The Galuh Kingdom was an ancient Sundanese kingdom located in the eastern part of Tatar Pasundan (now West Java province and Banyumasan region of Central Java province), present-day Indonesia. It was established following the end of the Tarumanagara kingdom around the 7th century. Traditionally the kingdom was associated with Eastern Priangan cultural region, around the Citanduy and Cimanuk rivers, with territory spanned from Citarum river on the west, Pamali and Serayu river on the east. Its capital was first located in Karangkamulyan, Ciamis Regency, then Saunggalah, Kuningan, and Kawali, near today Ciamis City. The etymology of "galuh" is Old Sundanese and Kawi word for "gemstone".

History 
Most of the knowledge about this kingdom was collected from local Sundanese myth and folktales, transmitted through Pantun Sunda oral tradition. The Sundanese epic folktale of Ciung Wanara took place in this kingdom. Scarce historical records include Carita Parahyangan and Wangsakerta manuscripts composed in later period. The only stone inscription was 14th century Astana Gede inscription discovered in Kawali, believed to be the former capital of Galuh. From all these sources, it was concluded that Galuh was a Hindu kingdom, the predecessor of later Sunda Pajajaran kingdom. It was about the same period as Javanese Mataram kingdom.

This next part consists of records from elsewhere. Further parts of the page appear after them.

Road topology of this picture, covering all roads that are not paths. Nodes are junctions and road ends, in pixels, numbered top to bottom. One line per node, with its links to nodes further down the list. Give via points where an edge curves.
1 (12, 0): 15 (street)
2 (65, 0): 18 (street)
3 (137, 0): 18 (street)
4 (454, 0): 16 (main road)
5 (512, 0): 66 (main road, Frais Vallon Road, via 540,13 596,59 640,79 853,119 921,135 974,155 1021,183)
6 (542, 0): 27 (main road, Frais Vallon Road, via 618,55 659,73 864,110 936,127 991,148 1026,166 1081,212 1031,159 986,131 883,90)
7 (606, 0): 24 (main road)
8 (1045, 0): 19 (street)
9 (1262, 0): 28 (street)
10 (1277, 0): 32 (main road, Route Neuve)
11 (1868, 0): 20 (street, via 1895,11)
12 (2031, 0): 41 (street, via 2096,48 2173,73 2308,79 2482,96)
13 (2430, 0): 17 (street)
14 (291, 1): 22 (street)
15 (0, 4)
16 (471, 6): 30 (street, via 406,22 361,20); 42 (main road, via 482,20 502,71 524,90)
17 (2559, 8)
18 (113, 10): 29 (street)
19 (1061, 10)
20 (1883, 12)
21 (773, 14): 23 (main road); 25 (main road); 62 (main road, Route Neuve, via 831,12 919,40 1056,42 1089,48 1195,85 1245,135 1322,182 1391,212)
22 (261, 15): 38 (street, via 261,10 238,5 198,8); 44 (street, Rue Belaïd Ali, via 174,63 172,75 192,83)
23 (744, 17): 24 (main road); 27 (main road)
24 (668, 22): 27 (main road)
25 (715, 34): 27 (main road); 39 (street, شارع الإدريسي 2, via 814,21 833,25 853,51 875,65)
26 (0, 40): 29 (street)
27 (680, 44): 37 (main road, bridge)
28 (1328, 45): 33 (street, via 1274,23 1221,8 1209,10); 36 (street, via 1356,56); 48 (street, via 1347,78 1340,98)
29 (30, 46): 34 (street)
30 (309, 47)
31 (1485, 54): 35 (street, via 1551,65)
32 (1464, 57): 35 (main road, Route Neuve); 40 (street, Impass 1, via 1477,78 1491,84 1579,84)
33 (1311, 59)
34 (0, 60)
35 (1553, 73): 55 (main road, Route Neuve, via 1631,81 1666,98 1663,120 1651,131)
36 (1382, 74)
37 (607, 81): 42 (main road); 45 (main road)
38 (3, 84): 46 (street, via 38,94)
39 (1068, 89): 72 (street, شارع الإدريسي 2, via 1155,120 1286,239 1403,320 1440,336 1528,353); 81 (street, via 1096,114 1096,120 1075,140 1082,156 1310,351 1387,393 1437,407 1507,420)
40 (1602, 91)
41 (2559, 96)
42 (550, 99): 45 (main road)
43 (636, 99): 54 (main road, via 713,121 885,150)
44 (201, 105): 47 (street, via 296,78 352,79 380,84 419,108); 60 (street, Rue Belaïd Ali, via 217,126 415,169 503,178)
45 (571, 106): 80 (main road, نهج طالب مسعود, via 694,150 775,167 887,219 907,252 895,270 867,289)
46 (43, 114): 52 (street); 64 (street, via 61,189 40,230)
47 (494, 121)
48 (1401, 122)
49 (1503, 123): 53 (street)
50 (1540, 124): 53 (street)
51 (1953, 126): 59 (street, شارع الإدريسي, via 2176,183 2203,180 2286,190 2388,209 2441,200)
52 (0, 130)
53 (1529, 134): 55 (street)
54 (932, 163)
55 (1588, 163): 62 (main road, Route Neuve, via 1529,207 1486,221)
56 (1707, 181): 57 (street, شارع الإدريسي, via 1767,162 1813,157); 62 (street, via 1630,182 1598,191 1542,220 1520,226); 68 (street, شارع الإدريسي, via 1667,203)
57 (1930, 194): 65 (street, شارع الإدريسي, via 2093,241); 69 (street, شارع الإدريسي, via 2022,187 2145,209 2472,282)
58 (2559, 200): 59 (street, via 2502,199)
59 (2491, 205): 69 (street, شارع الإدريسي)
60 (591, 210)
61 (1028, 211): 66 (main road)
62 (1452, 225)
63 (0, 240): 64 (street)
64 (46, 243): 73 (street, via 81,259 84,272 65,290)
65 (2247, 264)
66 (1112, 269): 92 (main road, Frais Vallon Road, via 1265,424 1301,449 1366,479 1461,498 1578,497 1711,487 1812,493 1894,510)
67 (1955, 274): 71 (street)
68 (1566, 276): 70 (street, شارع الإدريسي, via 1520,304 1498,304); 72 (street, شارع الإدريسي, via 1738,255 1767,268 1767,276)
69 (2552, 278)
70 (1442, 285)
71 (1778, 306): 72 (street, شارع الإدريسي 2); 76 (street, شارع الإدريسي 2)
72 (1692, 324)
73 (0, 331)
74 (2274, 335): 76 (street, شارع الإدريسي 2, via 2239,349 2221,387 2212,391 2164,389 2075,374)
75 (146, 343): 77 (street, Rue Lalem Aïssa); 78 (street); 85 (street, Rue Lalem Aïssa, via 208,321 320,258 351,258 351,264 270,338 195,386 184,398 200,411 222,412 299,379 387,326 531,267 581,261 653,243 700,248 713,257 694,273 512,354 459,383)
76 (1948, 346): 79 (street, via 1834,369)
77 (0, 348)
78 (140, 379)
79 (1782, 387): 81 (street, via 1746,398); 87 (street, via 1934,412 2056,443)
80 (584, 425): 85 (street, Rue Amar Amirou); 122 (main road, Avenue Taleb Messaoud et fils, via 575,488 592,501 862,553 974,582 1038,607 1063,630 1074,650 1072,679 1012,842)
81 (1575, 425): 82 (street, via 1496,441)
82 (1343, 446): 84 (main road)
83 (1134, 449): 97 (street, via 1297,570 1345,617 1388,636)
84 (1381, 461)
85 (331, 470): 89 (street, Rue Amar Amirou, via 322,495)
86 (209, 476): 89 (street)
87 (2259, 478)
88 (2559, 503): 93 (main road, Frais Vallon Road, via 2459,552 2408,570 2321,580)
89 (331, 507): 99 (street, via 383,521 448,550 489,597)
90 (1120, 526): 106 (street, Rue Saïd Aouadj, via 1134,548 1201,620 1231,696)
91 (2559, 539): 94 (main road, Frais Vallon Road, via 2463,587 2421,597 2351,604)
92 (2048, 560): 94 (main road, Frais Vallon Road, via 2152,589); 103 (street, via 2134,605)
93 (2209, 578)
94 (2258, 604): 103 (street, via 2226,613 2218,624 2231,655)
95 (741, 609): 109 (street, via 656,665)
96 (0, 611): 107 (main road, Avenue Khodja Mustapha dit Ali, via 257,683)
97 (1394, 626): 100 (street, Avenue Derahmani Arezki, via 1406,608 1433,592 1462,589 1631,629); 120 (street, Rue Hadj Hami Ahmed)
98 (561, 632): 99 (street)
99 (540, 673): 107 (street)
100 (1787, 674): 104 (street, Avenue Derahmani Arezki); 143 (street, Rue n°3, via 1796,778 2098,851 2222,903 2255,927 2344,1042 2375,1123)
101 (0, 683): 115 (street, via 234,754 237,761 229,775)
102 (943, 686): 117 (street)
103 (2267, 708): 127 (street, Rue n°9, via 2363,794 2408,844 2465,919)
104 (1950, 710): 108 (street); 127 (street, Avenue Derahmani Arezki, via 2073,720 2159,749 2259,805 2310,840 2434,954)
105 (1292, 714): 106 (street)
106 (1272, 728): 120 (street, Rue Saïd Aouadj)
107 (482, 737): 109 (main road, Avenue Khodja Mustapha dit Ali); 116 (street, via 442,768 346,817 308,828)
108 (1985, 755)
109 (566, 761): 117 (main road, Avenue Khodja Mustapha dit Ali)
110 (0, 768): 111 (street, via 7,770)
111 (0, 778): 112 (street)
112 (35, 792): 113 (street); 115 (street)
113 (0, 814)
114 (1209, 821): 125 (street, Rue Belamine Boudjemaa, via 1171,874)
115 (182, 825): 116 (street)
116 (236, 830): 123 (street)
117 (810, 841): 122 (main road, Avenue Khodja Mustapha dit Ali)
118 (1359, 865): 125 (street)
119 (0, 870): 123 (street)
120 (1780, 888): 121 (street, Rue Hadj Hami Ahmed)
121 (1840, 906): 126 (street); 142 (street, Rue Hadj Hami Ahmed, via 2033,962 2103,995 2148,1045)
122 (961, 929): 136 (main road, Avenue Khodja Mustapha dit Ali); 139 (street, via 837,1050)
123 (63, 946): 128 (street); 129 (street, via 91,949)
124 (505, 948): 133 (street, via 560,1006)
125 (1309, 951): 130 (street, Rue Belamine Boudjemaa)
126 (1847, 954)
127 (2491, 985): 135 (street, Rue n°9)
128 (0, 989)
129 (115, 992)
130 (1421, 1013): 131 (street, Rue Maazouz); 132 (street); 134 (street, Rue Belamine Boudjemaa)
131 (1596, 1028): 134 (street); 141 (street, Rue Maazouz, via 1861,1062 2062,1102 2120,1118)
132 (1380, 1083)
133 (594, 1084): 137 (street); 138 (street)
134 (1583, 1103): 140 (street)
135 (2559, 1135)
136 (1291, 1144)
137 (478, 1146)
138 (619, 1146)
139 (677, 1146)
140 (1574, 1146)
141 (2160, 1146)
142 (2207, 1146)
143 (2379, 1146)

According to the Wangsakerta manuscript, Galuh was a vassal of Tarumanagara. After the fall of Tarumanagara, its dynastic patriarch, Wretikandayun of Galuh, separated his realm from Sunda kingdom in the west. Since the crown prince of Galuh was the son-in-law of Queen Shima of Kalingga, a Hindu kingdom in Central Java, Wretikandayun, supported by Kalingga, demanded that the remnant of what was known as Tarumanagara's territory be divided into two kingdoms. Finding himself in an unfortunate position and unwilling to risk a civil war, King Tarusbawa of Sunda granted Wretikandayun's demand. In 670, Tarumanagara was divided into two kingdoms: the Sunda Kingdom in the west, and the Galuh Kingdom in the east, separated by the Tarum (Citarum) River.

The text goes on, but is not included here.